全部全部欲しいのに、どうしてうまく言えないんだろう。
(好きなのにっ…!どうして素直になれないんだっ!!)
素直になれないんだから、お前がもっと気付かってくれればうまく行くのに、なんて責任転嫁をしてじたばたとベッドで暴れてうさを晴らしていると部屋の角でしつこく携帯が鳴り響く。
「………。
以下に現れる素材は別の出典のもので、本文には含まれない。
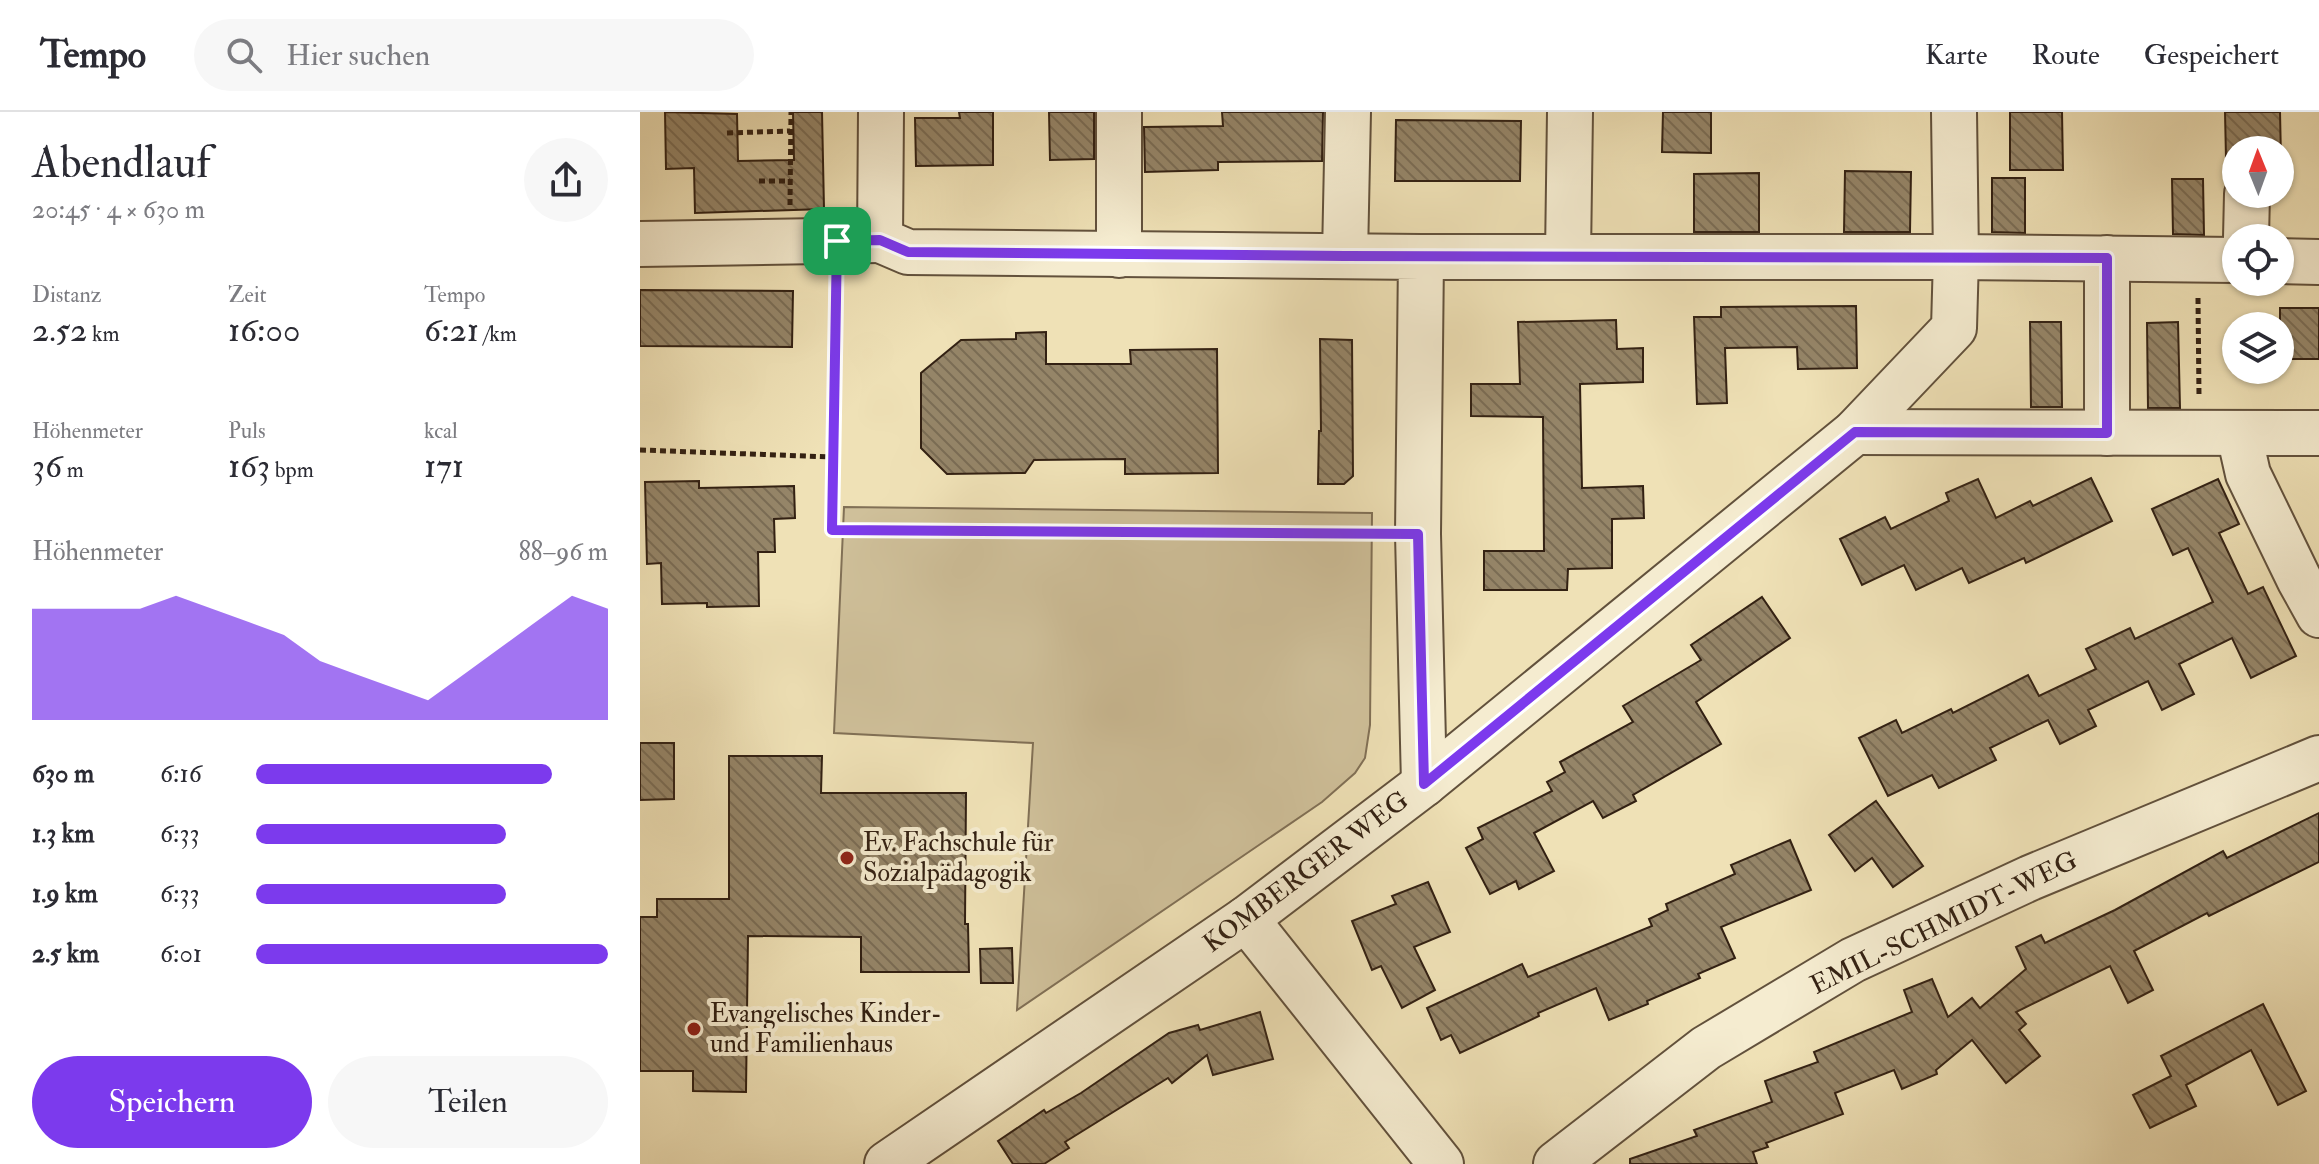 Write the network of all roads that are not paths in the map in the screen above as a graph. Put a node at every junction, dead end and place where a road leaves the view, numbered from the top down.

」
出れるわけもなく、振動するそれを凝視していたが急に音が止まった。
(あぁ…出れば、よかった…)
もう一度懇願出来る最後のチャンスだったのに。
そう思うとまた涙が零れてたまらなくなる。
少し気温が低くなったから。
だから人恋しくなって、お前に会いたくて涙が出るなんて。
どうして、俺はこんなにも弱くなってしまったんだろう?
「う〜っ!!馬鹿ロックオンっ!お前のせいだぁっ!」
「刹那っ!馬鹿はひどいぞぉ!」
「…えっ?」
枕に向かって叫んだ文句に、居ないはずの男が答えた。
「お前っ……なんで、ここに?」
後ろ手にドアを閉め、にっこり笑っているロックオンに驚き俺は涙を零したまま呆然と問う。
「ん〜、クリスマスの魔法?」
「馬鹿っ!だから、どうして??」
まさか今しがたの電話口での叫びを聞いて駆け付けたわけじゃないだろう。
だってオフ中の彼はたいていヨーロッパに居るはずだ。
(まさか…俺が会いたがってると感じて、向かってくれていた…?)
「あ…、ロックオン…。」
見透かされた恥ずかしさと、会えた喜びに俺の顔は真っ赤に染まり。
そんな俺の両の頬を包み込んで、にっこり微笑んだ男はもう一度言う。
「だから、さ。クリスマスの魔法だよ、刹那。」
そっと唇に触れるキスに、目を閉じて。
温かなプレゼントの背中に腕を回し、俺はクリスマスの使者に感謝するのだった。